Pork: Honey-Bourbon Grilled Pork Tenderloin
Source of Recipe
Cooking Light, May 1995, page 58
List of Ingredients
3/4 pound lean pork tenderloins (3)
1/2 cup diced onion
1/2 cup lemon juice
1/2 cup bourbon whiskey
1/4 cup honey
1/4 cup low-sodium soy sauce
1 tablespoon minced peeled gingerroot
2 tablespoons olive oil
4 cloves garlic minced
1/2 teaspoon salt
1/4 teaspoon pepper
Vegetable cooking spray
3 tablespoons all-purpose flour
1 1/4 cups water
Recipe
Trim fat from pork. Combine onion and the next 7 ingredients (onion through garlic) in a large zip-top heavy-duty plastic bag. Add pork; seal bag, and marinate in refrigerator for 30 minutes.

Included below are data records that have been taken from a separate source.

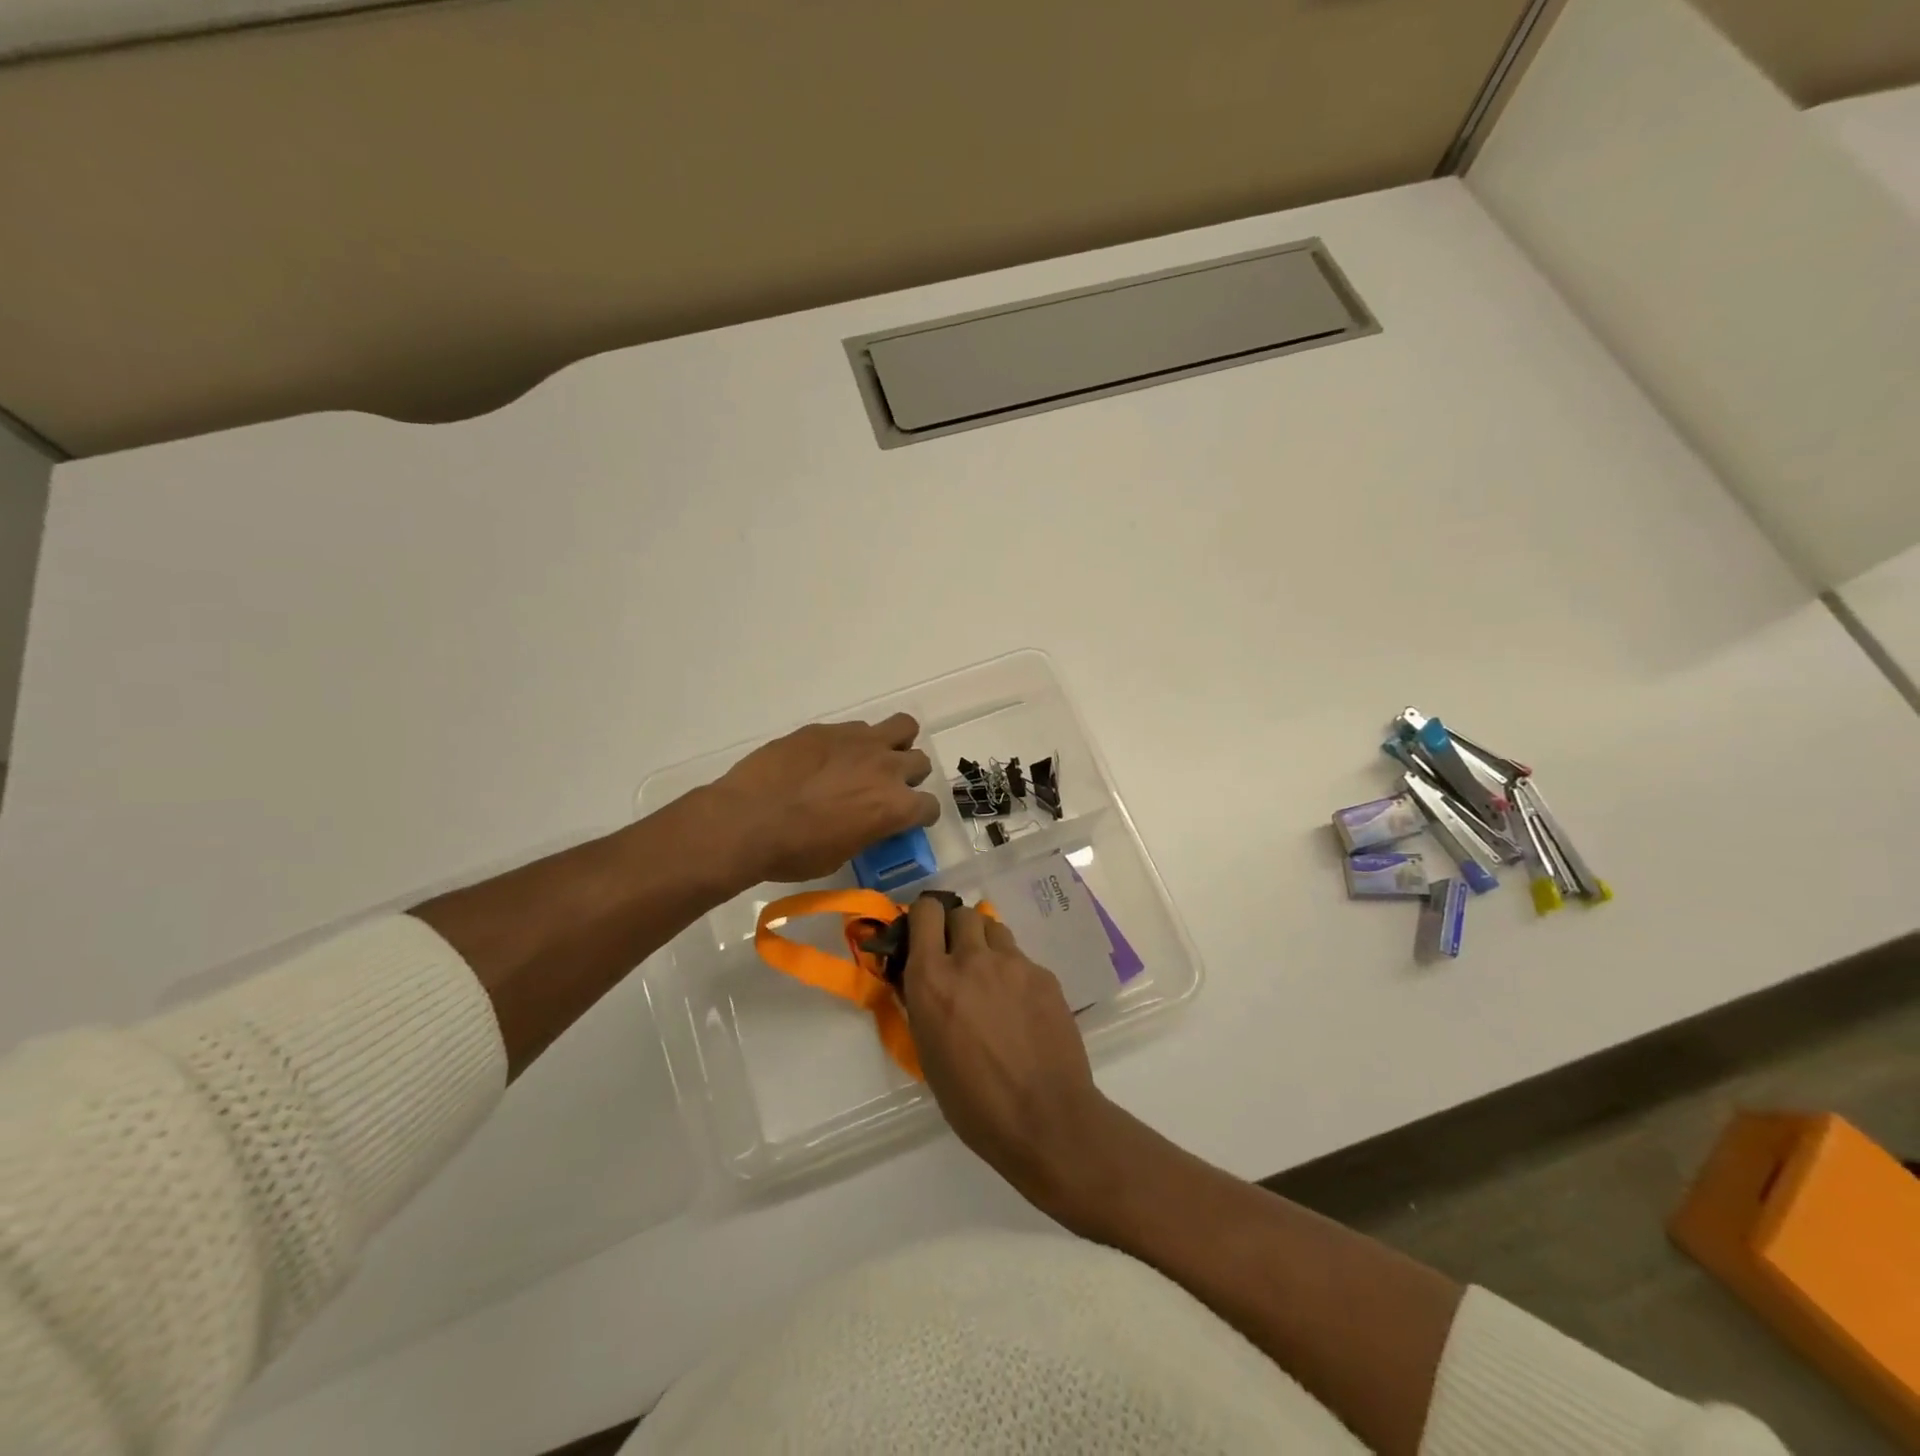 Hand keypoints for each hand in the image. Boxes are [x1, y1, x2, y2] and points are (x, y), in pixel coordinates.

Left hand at [708, 713, 941, 884]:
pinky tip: (829, 758)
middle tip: (884, 789)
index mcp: (895, 807)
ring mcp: (859, 741)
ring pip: (902, 727)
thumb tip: (867, 823)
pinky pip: (858, 728)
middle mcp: (887, 768)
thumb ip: (867, 832)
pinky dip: (854, 742)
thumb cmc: (794, 851)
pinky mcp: (828, 728)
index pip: (930, 806)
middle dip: (909, 777)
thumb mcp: (841, 855)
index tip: (907, 820)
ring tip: (870, 760)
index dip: (920, 816)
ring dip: (894, 745)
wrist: (747, 820)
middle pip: (920, 762)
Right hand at [901, 895, 1120, 1209]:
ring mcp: (1013, 963)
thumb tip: (922, 979)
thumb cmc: (973, 1102)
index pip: (924, 912)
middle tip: (959, 959)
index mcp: (932, 979)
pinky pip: (1022, 959)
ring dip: (986, 945)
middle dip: (957, 930)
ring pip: (994, 929)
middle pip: (962, 914)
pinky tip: (1021, 1008)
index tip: (925, 935)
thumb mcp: (928, 1053)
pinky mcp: (1044, 975)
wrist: (1045, 1119)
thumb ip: (923, 1003)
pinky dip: (1015, 973)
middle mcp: (971, 959)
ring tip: (991, 979)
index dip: (924, 918)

Remove pork from bag, reserving marinade. Sprinkle salt and pepper over pork. Prepare grill. Place the pork on grill rack coated with cooking spray. Cover and cook for 30 minutes or until meat thermometer registers 160°F, turning and basting pork occasionally with 1/2 cup marinade. Cut the pork into 1/4-inch-thick slices; set aside, and keep warm. Place flour in a small saucepan. Gradually add remaining marinade and water, stirring with a wire whisk until blended. Bring to a boil over medium heat, and cook 3 minutes or until thickened, stirring constantly. Yield: 9 servings
Notes: Chef Colleen Crain, of Far and Away Adventures, says the secret to this recipe is using part of the marinade to make the gravy, which is poured over the pork and mashed potatoes. Spoon gravy over pork; serve with mashed potatoes, if desired.